What to do
What is needed is every line of the material that contains "then".

::: Material for this task

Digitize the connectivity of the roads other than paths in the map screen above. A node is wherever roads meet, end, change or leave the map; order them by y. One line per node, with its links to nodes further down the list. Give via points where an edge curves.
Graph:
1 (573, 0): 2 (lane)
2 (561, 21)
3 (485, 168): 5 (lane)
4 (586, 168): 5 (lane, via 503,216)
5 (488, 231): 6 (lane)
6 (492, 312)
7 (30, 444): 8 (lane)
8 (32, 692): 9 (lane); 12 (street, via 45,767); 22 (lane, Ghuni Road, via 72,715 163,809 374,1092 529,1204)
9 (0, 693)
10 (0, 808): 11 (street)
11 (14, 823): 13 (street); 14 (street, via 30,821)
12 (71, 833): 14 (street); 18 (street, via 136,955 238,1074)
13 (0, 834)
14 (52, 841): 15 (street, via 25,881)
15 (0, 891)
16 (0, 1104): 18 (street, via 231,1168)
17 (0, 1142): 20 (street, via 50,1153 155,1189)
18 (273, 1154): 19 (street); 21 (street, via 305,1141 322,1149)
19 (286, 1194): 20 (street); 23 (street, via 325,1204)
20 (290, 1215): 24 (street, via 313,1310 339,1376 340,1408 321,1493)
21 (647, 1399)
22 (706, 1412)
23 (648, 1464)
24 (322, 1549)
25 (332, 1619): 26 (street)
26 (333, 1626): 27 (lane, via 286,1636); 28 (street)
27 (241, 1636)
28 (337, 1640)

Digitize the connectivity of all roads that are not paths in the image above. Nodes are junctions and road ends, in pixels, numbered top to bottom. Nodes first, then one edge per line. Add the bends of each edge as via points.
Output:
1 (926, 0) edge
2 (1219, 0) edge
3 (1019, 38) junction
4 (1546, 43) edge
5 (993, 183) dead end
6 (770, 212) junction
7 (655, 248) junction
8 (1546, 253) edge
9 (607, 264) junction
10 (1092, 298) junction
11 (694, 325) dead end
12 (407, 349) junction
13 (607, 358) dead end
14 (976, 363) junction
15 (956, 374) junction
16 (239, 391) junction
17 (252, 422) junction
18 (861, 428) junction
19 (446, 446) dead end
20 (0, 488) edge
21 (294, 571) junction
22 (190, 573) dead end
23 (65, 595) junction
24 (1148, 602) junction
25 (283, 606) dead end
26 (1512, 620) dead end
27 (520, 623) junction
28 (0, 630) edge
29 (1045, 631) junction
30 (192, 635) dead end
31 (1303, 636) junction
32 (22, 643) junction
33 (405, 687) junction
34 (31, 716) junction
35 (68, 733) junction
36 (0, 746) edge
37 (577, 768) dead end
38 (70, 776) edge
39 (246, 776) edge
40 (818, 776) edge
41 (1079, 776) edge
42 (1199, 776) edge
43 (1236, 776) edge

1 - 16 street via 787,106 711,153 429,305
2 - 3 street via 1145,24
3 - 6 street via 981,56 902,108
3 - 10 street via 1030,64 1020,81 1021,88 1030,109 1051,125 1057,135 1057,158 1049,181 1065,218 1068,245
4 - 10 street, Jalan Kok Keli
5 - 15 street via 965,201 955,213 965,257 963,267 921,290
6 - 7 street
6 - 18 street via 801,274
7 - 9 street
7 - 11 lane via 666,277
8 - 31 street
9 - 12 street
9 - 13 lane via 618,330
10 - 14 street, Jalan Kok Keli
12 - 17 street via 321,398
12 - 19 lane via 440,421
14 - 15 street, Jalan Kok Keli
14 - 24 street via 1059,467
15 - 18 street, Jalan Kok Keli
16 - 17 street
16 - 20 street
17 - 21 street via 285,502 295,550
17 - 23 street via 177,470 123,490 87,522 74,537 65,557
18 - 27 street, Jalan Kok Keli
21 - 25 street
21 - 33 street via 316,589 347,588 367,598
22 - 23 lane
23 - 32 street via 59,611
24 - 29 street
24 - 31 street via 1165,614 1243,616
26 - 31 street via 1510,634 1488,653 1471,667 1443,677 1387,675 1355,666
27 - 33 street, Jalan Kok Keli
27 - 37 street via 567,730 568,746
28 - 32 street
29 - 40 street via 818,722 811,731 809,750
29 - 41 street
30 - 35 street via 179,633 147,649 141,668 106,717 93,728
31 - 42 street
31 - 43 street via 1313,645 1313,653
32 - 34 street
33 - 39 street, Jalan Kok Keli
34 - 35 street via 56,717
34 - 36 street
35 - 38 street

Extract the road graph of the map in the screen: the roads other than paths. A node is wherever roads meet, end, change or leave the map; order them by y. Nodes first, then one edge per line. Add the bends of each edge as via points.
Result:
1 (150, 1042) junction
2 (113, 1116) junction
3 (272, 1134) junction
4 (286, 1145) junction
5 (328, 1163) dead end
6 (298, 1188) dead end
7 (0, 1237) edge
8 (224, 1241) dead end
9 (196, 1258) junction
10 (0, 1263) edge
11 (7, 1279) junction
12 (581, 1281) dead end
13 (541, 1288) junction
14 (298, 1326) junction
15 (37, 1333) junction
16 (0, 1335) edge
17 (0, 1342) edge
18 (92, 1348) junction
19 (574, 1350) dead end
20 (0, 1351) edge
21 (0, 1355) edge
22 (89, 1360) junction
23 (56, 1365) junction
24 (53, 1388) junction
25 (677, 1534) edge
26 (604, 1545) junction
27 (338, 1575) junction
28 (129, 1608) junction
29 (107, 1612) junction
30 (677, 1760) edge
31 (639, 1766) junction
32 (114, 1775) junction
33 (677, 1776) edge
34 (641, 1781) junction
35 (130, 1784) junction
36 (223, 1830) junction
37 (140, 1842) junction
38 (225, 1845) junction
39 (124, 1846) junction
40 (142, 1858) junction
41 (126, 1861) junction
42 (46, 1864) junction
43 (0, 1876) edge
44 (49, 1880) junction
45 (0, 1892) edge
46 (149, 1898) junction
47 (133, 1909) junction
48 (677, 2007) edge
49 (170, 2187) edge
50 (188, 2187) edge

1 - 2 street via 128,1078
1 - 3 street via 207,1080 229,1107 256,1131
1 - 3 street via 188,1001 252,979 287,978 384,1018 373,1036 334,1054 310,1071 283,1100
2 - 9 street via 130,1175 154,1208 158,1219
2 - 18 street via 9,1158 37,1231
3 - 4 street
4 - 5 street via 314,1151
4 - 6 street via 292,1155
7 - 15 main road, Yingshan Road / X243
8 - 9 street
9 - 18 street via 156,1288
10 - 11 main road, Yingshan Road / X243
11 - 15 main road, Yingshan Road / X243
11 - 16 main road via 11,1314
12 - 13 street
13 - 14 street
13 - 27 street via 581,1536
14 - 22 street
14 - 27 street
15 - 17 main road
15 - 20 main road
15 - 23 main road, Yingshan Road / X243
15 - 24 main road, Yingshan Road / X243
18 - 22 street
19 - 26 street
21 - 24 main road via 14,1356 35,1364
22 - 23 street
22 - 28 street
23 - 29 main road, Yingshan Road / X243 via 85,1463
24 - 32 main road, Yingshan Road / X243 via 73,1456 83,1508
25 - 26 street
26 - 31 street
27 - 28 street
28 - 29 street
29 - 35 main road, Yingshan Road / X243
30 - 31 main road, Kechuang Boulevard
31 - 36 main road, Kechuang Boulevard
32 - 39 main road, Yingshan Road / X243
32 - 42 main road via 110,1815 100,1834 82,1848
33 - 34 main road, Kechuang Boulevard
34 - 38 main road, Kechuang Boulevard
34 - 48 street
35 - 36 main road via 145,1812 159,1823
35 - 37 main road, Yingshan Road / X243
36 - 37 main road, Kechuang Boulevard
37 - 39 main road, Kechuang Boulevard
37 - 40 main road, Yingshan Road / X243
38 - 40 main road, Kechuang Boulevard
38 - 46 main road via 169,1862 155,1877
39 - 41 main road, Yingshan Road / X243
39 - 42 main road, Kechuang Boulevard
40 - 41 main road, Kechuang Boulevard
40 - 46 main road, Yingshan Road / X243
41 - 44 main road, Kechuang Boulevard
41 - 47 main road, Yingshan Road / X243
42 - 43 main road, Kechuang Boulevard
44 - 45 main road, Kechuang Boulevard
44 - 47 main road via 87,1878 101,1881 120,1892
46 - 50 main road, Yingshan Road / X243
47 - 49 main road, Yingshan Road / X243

::::::

Solution to the problem
Digitize the connectivity of all roads that are not paths in the image above. Nodes are junctions and road ends, in pixels, numbered top to bottom. Nodes first, then one edge per line. Add the bends of each edge as via points.
Extract the road graph of the map in the screen: the roads other than paths. A node is wherever roads meet, end, change or leave the map; order them by y. Nodes first, then one edge per line. Add the bends of each edge as via points.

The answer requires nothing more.